Sometimes, black or incorrect textures appear in KDE instead of window contents or other interface elements, like widgets on the panel. One easy way to reproduce the problem is this:

  • Toggle Kwin compositing off and then on again with a hotkey.
  • Have multiple windows opened, from different applications. I typically use Firefox, Thunderbird, QtCreator, Kate and other KDE applications for testing. Preferably, one window should be maximized in the background.
  • Open new windows or resize (preferably increase the size) of windows with mouse. At this point you should see some windows blinking briefly to black. After prolonged use you will notice some windows or regions on the screen stay black instead of just blinking. This happens especially often on resizing windows.

This can be reproduced on a freshly booted system, no suspend or switching to VT.

The case of incorrect textures is harder to reproduce and sometimes appear as some pieces of interface stopping updates unless interacted with. For example, the network bandwidth indicator on the panel stops being redrawn unless the panel is resized or the indicator is interacted with to that it has to be redrawn. I don’t have a step-by-step way to reproduce, it just happens sometimes after a few days of uptime of the system that is being worked on.

This is not a new problem and has appeared for many years on different versions of Nvidia drivers, KDE, Qt and X.org. The manifestation of the problem was different at some points, but the black textures were always present in one way or the other. It was reported to KDE developers multiple times and they refer to Nvidia:

https://bugs.kde.org/show_bug.cgi?id=386752
https://bugs.kde.org/show_bug.cgi?id=354731
https://bugs.kde.org/show_bug.cgi?id=347425

The most recent report (the first link) happens to me on Kubuntu 17.10 x86_64, Nvidia 387.22, GTX980. The step-by-step presented above triggers the problem on this system.

nvidia-bug-report.log.gz (299 KB)

Yeah you are not alone, KDE Kwin with Nvidia is a disaster. All from crashing compositing to crashing rendering in QT in Plasma.
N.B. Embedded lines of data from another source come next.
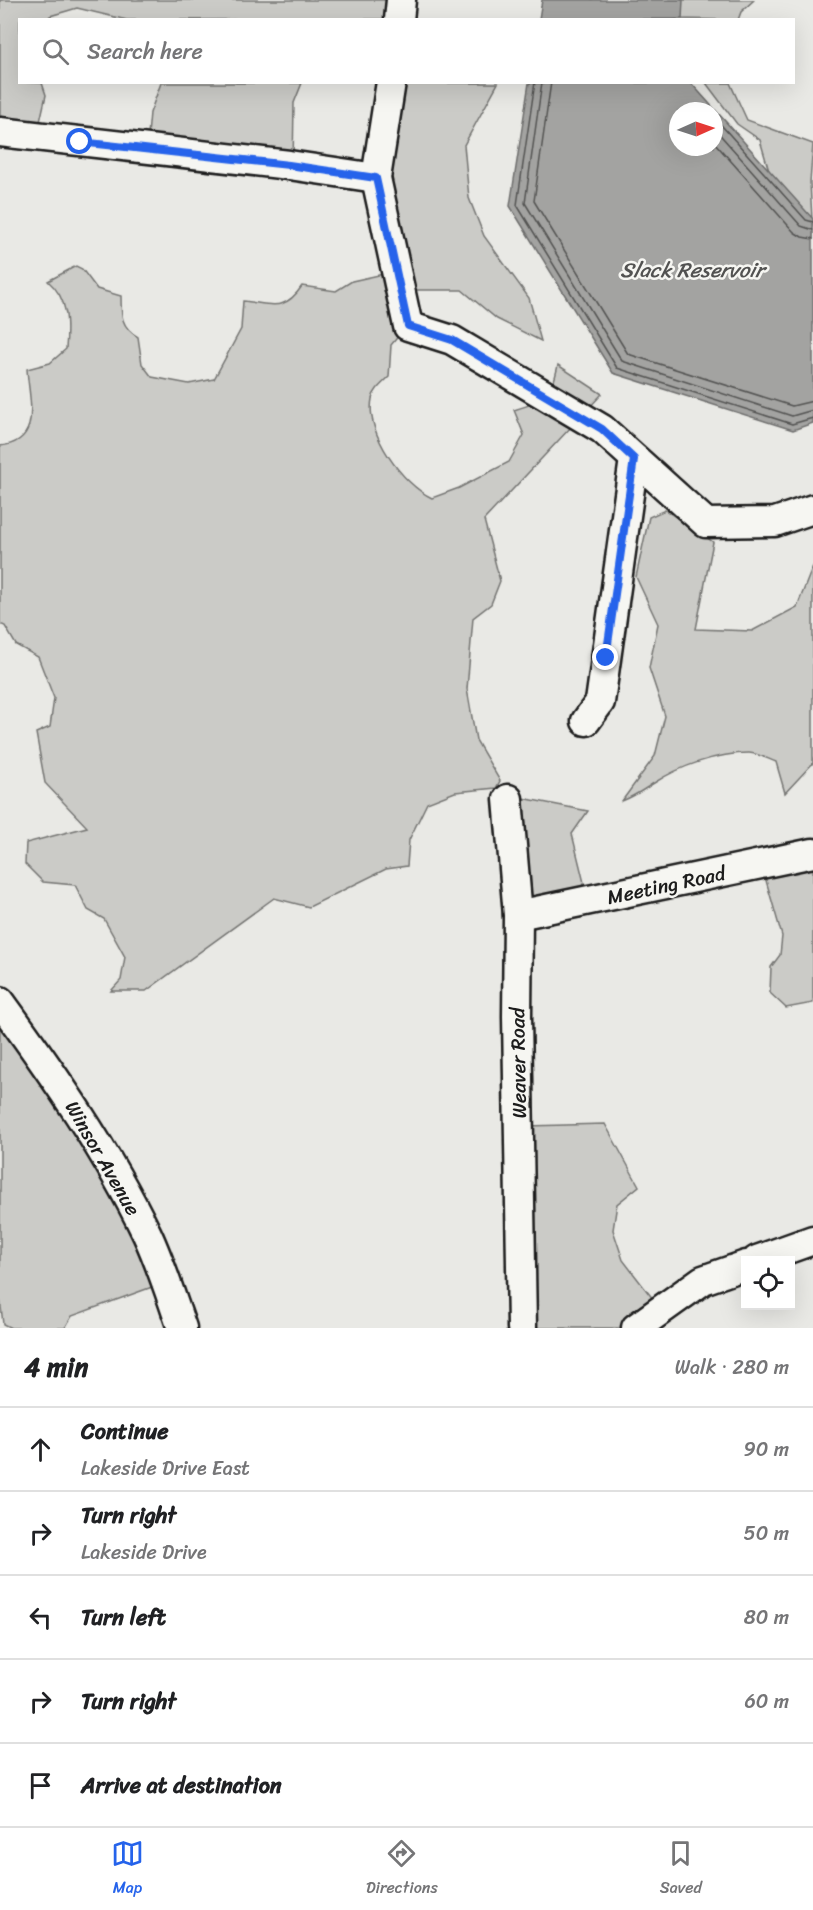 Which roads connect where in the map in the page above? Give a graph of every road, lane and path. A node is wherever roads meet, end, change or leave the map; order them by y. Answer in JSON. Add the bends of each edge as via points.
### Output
{"nodes":[{"id":1,"x":401,"y":0,"type":"edge"},
{"id":2,"x":399,"y":18,"type":"edge"},
{"id":3,"x":391,"y":84,"type":"edge"},
{"id":4,"x":0,"y":132,"type":"edge"},
{"id":5,"x":376,"y":178,"type":"junction"},
{"id":6,"x":634,"y":459,"type":"junction"},
{"id":7,"x":813,"y":509,"type":"edge"},
{"id":8,"x":586,"y":721,"type":"dead end"},
{"id":9,"x":508,"y":799,"type":"dead end"},
{"id":10,"x":813,"y":853,"type":"edge"},
{"id":11,"x":518,"y":915,"type":"junction"},
{"id":12,"x":0,"y":1001,"type":"edge"},
{"id":13,"x":813,"y":1240,"type":"edge"},
{"id":14,"x":768,"y":1256,"type":"edge"},
{"id":15,"x":741,"y":1267,"type":"edge"},
{"id":16,"x":182,"y":1328,"type":"edge"},
{"id":17,"x":522,"y":1328,"type":"edge"},
{"id":18,"x":636,"y":1328,"type":"edge"}],
"edges":[{"from":1,"to":2,"type":"street"},
{"from":3,"to":5,"type":"street"},
{"from":4,"to":5,"type":"street"},
{"from":5,"to":6,"type":"street","via":[[408,326],[452,340],[602,429]]},
{"from":6,"to":7,"type":"street","via":[[706,523],[775,522]]},
{"from":6,"to":8,"type":"street","via":[[600,702]]},
{"from":9,"to":11,"type":"street","name":"Weaver Road"},
{"from":10,"to":11,"type":"street","name":"Meeting Road"},
{"from":11,"to":17,"type":"street","name":"Weaver Road"},
{"from":12,"to":16,"type":"street","name":"Winsor Avenue","via":[[105,1156],[147,1235]]},
{"from":13,"to":14,"type":"street"},
{"from":15,"to":18,"type":"street","via":[[703,1280]]}]} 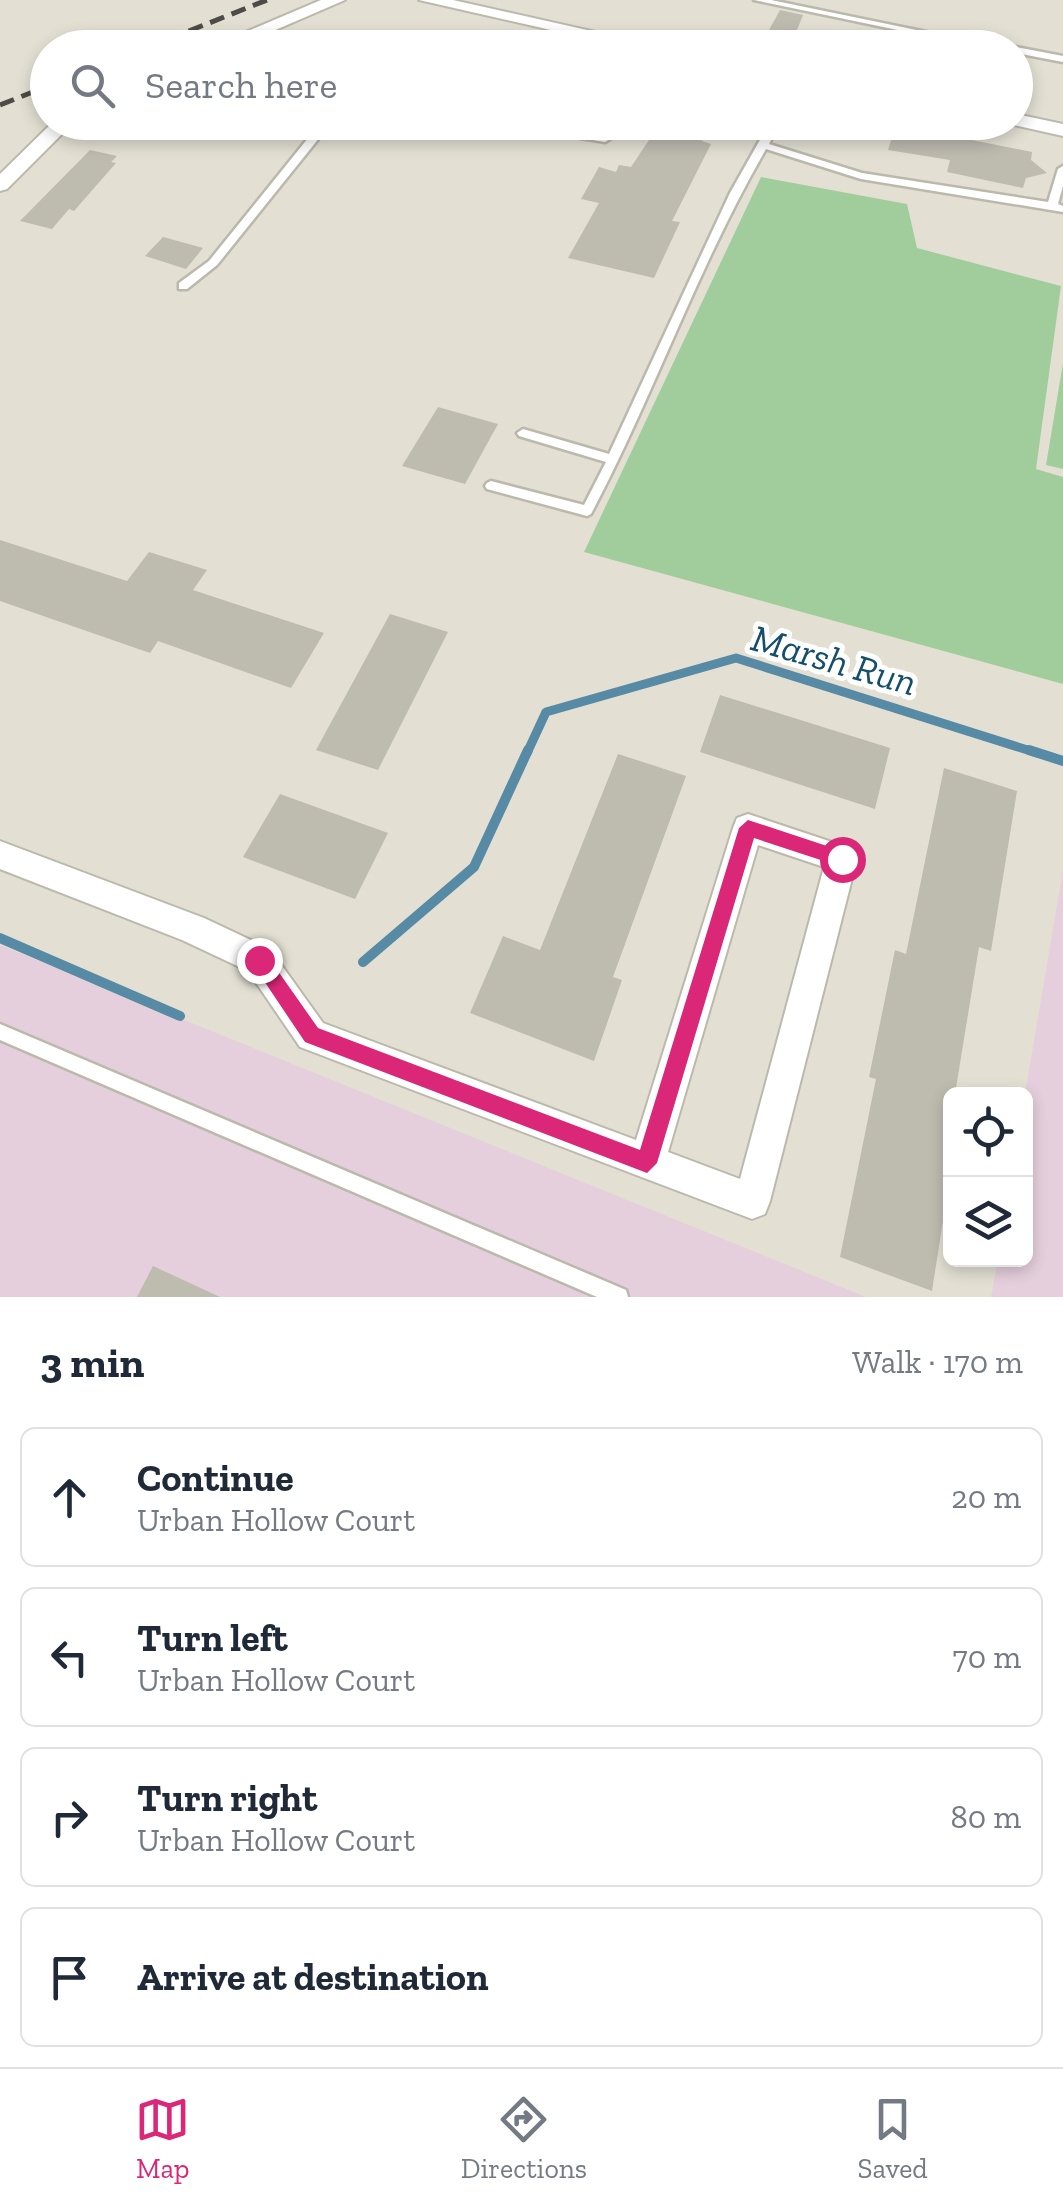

Restarting Plasma is a quick and dirty thing but I noticed that you can run Xrender instead of OpenGL and most if not all issues are gone.

So currently fix is switch to AMD or run Xrender, or if Nvidia fixes their driver but this issue has been going on for years. Its actually the one thing that stopped me from upgrading to 1080TI from 970. And if nothing happens in this department it will be an AMD next gen.

Similar issues;
https://devtalk.nvidia.com/default/topic/1025735/linux/kde-compositing-crash-on-nvidia-drivers-384-90-/
https://devtalk.nvidia.com/default/topic/1026035/linux/nvrm-xid-pci-0000-2a-00-31-ch-00000028-engmask-00000101-intr-10000000-w-kwin-amp-kde/

Xrender means software rasterizer, so it’s not a reasonable long term option.

No one said longterm, atleast this will confirm that its the OpenGL code in Kwin triggering an bug in the Drivers.

Longterm is a fix or AMD GPU with open drivers.

This problem only triggers with Nvidia for me. I have another laptop with Intel GPU and I’ve been using a laptop with AMD GPU for some time - the problem only appeared with Nvidia.

I have no knowledge to localize the problem myself, but it appears to be somewhere in KDE/Qt/Nvidia driver. Switching to the software rendering is not an option because, given the history of this problem, which exists for many years, I will end up permanently using software renderer. This is not why I bought GTX980. I will more likely switch to another WM/DE/GPU.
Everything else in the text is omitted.